Quantitative Liver Lesion Volume Determination by Nanoparticle-Based SPECT

Abstract

PURPOSE: The aim of this paper is to present a simple and quantitative data analysis method with a new potential in the application of liver single-photon emission computed tomography (SPECT) imaging. We have established quantitative SPECT/computed tomography (CT) in vivo imaging protocols for determination of liver tumor burden based on the known role of Kupffer cells in cancer of the liver. PROCEDURES: As it is also known that functional Kupffer cells accumulate particulate material contained in the arterial blood of liver supply, we used radiolabeled macro-aggregated albumin particles ([99mTc]-MAA) injected intravenously to image liver disease. Quantification of cold spot liver lesion imaging was also a general objective. METHODS: We examined a healthy control group (BALB/C mice, n = 6) and group of induced hepatocellular carcinoma (HCC, matrilin-2 transgenic KO mice, n = 9), where hepatocellular carcinoma was induced by diethylnitrosamine. We used [99mTc]-MAA as radiopharmaceutical for liver SPECT imaging in a small animal SPECT/CT system. A liver radioactivity overview map was generated. Segmentation of the liver was calculated by Otsu thresholding method. Based on the segmentation the radioactivity volume and the summarized liver activity were determined. RESULTS: Tumor burden of the livers was quantitatively determined by creating parametric data from the resulting volumetric maps. Ex vivo liver mass data were applied for the validation of in vivo measurements.
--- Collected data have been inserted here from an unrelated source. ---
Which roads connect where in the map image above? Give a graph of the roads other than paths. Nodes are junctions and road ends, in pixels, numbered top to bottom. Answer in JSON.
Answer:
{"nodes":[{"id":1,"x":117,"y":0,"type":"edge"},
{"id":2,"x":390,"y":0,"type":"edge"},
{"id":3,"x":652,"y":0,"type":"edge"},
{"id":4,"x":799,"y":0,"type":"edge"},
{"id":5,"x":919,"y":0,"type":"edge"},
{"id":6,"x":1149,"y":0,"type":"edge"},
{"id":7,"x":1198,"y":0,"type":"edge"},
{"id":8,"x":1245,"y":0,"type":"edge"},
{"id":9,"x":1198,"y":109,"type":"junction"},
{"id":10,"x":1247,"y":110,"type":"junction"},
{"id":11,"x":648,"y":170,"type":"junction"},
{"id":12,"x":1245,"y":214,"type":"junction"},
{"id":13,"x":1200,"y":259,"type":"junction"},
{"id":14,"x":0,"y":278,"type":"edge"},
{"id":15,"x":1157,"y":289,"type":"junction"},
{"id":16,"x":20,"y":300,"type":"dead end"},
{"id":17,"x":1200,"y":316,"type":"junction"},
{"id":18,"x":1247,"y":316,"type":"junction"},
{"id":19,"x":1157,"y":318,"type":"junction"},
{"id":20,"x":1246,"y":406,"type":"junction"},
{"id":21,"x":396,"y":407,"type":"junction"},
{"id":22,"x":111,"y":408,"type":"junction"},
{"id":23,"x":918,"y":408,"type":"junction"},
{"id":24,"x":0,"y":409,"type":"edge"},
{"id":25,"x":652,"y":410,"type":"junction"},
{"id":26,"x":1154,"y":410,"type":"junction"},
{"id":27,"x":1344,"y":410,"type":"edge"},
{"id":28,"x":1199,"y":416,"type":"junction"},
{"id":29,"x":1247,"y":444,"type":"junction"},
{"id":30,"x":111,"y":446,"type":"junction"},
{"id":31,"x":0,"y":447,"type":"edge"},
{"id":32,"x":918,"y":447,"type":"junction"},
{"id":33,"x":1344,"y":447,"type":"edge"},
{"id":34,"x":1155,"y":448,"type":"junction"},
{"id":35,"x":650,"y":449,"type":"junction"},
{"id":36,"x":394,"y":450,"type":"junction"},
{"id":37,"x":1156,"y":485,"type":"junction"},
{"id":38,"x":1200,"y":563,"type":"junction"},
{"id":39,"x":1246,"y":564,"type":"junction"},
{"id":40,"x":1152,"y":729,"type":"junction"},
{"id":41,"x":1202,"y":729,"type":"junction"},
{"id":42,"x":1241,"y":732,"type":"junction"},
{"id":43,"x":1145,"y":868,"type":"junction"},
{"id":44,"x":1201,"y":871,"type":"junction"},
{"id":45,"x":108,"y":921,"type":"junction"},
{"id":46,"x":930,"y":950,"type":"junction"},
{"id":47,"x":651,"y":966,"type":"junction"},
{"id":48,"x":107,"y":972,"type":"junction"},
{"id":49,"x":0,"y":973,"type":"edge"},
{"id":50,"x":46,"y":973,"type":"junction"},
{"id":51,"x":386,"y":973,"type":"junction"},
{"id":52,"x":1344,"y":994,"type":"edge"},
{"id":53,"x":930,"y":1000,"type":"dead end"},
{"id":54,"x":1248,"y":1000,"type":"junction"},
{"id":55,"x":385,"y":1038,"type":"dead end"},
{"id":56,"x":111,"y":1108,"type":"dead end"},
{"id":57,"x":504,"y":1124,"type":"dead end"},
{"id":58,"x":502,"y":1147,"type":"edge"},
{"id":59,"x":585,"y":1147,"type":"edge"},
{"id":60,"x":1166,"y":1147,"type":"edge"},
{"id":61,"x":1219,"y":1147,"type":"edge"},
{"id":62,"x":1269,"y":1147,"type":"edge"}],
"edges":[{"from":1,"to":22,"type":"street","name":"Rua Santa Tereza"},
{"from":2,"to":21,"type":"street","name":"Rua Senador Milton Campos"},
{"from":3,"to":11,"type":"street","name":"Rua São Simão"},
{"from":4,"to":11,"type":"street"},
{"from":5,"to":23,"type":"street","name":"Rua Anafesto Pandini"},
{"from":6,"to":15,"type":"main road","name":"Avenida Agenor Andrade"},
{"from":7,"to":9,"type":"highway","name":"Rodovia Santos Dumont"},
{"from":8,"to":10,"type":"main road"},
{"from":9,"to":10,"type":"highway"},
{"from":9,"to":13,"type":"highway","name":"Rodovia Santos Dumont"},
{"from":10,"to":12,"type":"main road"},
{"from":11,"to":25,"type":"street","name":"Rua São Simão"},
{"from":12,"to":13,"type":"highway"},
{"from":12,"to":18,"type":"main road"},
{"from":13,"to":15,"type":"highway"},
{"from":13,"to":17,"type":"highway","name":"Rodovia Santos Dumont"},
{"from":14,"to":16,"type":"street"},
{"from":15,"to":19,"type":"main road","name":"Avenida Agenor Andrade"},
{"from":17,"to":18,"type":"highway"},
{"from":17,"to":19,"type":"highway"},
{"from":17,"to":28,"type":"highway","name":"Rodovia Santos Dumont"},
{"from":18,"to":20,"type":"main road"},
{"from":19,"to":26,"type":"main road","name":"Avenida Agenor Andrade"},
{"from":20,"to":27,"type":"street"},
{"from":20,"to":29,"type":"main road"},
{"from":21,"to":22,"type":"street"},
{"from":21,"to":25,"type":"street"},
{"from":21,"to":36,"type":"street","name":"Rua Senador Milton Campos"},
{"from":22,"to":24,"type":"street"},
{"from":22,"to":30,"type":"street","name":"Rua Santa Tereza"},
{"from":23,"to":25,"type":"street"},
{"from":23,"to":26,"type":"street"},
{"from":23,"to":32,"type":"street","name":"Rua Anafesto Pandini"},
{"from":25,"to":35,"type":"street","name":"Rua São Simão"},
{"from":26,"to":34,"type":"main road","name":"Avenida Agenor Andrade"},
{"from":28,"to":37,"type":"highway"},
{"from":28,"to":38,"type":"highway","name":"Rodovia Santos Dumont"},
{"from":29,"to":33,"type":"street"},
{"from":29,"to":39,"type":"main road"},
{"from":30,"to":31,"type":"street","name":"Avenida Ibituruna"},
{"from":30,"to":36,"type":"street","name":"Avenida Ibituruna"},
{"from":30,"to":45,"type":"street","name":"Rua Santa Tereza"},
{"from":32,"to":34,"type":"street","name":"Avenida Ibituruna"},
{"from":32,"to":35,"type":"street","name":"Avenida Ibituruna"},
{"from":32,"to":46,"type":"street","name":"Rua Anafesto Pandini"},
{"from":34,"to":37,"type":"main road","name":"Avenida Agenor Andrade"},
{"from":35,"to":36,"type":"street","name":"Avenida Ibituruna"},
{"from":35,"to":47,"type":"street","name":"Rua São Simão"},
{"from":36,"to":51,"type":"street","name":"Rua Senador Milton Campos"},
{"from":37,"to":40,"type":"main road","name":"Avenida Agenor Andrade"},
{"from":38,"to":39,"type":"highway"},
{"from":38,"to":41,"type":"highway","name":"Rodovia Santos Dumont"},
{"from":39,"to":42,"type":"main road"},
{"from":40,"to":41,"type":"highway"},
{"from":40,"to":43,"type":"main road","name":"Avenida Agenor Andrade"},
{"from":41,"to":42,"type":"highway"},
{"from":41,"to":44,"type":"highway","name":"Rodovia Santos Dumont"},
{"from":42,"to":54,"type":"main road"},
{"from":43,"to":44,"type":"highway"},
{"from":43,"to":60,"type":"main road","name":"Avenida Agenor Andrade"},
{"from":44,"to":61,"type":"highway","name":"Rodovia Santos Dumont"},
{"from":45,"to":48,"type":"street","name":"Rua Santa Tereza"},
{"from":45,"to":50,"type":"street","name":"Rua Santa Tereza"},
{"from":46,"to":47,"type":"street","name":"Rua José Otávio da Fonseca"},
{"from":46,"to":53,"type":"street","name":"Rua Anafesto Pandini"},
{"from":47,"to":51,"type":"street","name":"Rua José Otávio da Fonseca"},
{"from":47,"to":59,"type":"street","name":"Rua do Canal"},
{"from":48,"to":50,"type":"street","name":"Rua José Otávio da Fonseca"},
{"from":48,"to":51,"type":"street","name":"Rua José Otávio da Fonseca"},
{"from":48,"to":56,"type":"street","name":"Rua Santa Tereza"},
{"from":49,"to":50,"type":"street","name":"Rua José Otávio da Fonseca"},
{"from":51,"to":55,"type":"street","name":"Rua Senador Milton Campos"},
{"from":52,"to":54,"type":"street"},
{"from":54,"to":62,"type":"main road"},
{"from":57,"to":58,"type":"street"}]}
An uptake with cold spots as tumors was observed in all diseased animals in SPECT/CT scans. Isotope-labeled particle uptake (standardized uptake concentration) of control (median 0.33) and HCC (median 0.18) groups was significantly different (p = 0.0015, Mann Whitney U test). CONCLUSION: A new potential application of [99mTc]-MAA was developed and presents a simple and very effective means to quantitatively characterize liver cold spot lesions resulting from Kupffer cell dysfunctions as a consequence of tumor burden.